Assistenti vocali di nuovo nei guai. Dopo le notizie di quest'estate, che li avevano visti al centro di numerose polemiche in materia di privacy, ora c'è una nuova preoccupazione: eventuali app dannose, sviluppate da terze parti, possono essere ospitate da Amazon e Google rendendo i loro smart speaker ancora più pericolosi di quanto già non lo siano
» Leggi: Quando parli a Siri, c'è chi ascolta i fatti tuoi!
» Leggi: Ora anche Microsoft ascolta i fatti tuoi
Come riportato da Ars Technica, gli hacker di Whitehat presso i Security Research Labs tedeschi hanno sviluppato otto app (quattro "abilità" Alexa e quattro "azioni" di Google Home) che hanno superato tutti i test di sicurezza di Amazon e Google.
Queste "spie intelligenti", come le chiamano i ricercatori, possono essere di due diversi tipi: ci sono le app di intercettazione, che sorprendono di nascosto gli utenti e registrano silenziosamente tutte le conversazioni captabili dal dispositivo e le app di phishing, che si appropriano delle password degli utenti.
A fronte delle domande poste dall'utente, che chiedeva informazioni circa il suo oroscopo giornaliero, le app di intercettazione hanno risposto con le informazioni richieste e poi sono rimaste in silenzio, dando l'impressione di non essere più in esecuzione; in realtà, invece, stavano registrando tutte le conversazioni captabili, per poi mandarne una copia al server designato dallo sviluppatore.
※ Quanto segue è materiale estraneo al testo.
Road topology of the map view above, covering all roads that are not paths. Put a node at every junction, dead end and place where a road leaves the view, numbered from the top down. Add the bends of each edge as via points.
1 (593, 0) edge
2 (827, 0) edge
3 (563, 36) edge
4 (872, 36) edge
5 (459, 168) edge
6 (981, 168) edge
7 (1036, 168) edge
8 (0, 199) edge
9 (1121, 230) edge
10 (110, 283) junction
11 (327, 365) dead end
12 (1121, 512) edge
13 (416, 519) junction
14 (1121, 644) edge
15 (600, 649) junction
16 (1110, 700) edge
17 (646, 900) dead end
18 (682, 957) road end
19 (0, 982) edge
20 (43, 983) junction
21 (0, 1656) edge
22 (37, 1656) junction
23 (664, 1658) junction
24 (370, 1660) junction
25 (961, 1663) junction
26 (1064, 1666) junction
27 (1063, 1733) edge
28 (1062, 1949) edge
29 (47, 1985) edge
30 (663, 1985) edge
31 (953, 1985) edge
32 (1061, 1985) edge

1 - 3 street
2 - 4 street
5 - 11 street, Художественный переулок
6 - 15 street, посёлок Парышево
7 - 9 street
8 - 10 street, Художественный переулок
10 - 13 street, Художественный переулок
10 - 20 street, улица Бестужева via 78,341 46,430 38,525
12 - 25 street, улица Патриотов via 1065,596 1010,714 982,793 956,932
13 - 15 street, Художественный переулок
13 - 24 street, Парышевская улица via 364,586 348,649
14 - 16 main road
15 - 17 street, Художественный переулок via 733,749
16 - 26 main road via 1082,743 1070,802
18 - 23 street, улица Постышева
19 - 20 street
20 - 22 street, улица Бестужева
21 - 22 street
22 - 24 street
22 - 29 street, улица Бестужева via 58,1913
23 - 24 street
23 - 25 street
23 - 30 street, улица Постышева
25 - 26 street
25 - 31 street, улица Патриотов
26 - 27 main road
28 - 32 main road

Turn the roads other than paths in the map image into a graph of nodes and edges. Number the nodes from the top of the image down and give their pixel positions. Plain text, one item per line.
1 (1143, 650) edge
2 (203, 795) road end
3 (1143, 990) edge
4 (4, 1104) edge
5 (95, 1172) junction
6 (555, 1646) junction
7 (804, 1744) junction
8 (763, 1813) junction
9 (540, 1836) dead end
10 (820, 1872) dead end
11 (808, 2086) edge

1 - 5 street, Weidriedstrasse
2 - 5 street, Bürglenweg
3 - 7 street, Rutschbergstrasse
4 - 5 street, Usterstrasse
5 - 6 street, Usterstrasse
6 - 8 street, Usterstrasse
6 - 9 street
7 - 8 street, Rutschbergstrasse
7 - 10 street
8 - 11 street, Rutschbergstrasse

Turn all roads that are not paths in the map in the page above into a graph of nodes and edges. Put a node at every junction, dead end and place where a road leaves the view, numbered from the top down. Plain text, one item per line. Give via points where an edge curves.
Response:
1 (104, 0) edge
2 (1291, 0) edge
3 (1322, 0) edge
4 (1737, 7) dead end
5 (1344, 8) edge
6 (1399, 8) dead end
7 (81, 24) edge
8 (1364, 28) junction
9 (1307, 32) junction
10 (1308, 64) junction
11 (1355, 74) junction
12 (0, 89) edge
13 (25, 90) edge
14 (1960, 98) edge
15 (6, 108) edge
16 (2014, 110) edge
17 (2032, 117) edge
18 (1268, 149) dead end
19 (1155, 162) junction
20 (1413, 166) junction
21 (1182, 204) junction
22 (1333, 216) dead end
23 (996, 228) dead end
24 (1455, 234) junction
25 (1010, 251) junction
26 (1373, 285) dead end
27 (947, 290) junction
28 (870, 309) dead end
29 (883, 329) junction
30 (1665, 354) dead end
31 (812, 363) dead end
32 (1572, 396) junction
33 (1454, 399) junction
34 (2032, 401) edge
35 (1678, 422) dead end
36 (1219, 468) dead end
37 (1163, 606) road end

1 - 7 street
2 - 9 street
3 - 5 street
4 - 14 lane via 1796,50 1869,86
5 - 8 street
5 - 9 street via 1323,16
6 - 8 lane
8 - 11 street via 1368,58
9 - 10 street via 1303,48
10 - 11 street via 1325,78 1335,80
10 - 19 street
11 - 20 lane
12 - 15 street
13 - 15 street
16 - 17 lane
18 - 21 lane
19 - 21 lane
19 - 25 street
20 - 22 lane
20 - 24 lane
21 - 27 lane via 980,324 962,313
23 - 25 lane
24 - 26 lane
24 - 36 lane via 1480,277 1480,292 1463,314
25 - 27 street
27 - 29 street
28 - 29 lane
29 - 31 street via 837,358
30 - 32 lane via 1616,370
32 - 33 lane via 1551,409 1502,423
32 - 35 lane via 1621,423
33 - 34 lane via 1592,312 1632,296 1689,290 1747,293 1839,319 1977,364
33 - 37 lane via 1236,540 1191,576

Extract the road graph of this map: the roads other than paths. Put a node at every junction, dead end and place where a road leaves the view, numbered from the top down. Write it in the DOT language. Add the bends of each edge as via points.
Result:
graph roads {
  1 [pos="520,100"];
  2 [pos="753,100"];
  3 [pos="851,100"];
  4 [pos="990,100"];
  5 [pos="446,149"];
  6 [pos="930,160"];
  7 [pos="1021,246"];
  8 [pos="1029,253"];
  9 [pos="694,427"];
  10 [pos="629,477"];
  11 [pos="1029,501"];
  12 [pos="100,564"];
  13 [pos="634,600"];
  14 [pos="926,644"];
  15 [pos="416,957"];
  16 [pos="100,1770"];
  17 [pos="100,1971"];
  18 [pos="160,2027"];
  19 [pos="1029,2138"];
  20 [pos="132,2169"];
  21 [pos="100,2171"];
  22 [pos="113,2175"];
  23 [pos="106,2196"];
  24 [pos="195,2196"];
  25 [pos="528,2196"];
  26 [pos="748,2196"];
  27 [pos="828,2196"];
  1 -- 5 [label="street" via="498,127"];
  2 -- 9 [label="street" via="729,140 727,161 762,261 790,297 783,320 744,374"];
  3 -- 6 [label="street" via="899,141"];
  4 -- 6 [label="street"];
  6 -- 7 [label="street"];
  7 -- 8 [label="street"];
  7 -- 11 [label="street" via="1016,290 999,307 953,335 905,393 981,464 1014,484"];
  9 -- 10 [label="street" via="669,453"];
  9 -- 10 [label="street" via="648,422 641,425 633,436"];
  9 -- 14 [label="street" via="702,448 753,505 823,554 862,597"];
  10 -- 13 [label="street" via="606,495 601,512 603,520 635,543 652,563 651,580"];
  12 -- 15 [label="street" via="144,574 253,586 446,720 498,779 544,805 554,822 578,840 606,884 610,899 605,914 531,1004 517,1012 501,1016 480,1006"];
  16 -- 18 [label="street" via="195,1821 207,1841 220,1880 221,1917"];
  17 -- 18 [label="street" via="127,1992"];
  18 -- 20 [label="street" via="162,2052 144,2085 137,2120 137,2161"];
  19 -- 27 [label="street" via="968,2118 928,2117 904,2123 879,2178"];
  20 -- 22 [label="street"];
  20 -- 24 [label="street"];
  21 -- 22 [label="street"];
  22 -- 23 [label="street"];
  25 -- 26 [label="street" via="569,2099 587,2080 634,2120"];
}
Le app di phishing, invece, seguono un percorso leggermente diverso: rispondono cioè con un messaggio di errore che afferma che l'abilità o l'azione non è disponibile nel paese dell'utente. Quindi diventano silenziose per dare l'impressione che l'app non sia più in esecuzione. Dopo circa un minuto, infine, le app usano una voce che imita quelle utilizzate da Alexa e Google Home per dichiarare che è disponibile un aggiornamento del dispositivo e richiede all'utente una password per l'installazione.
SRLabs ha comunicato privatamente i risultati della ricerca ad Amazon e Google i quali, rimosse prontamente le app, hanno affermato che stanno lavorando per modificare i loro processi di approvazione, affinché azioni analoghe a quelle compiute dai ricercatori vengano stroncate sul nascere. Speriamo sia davvero così.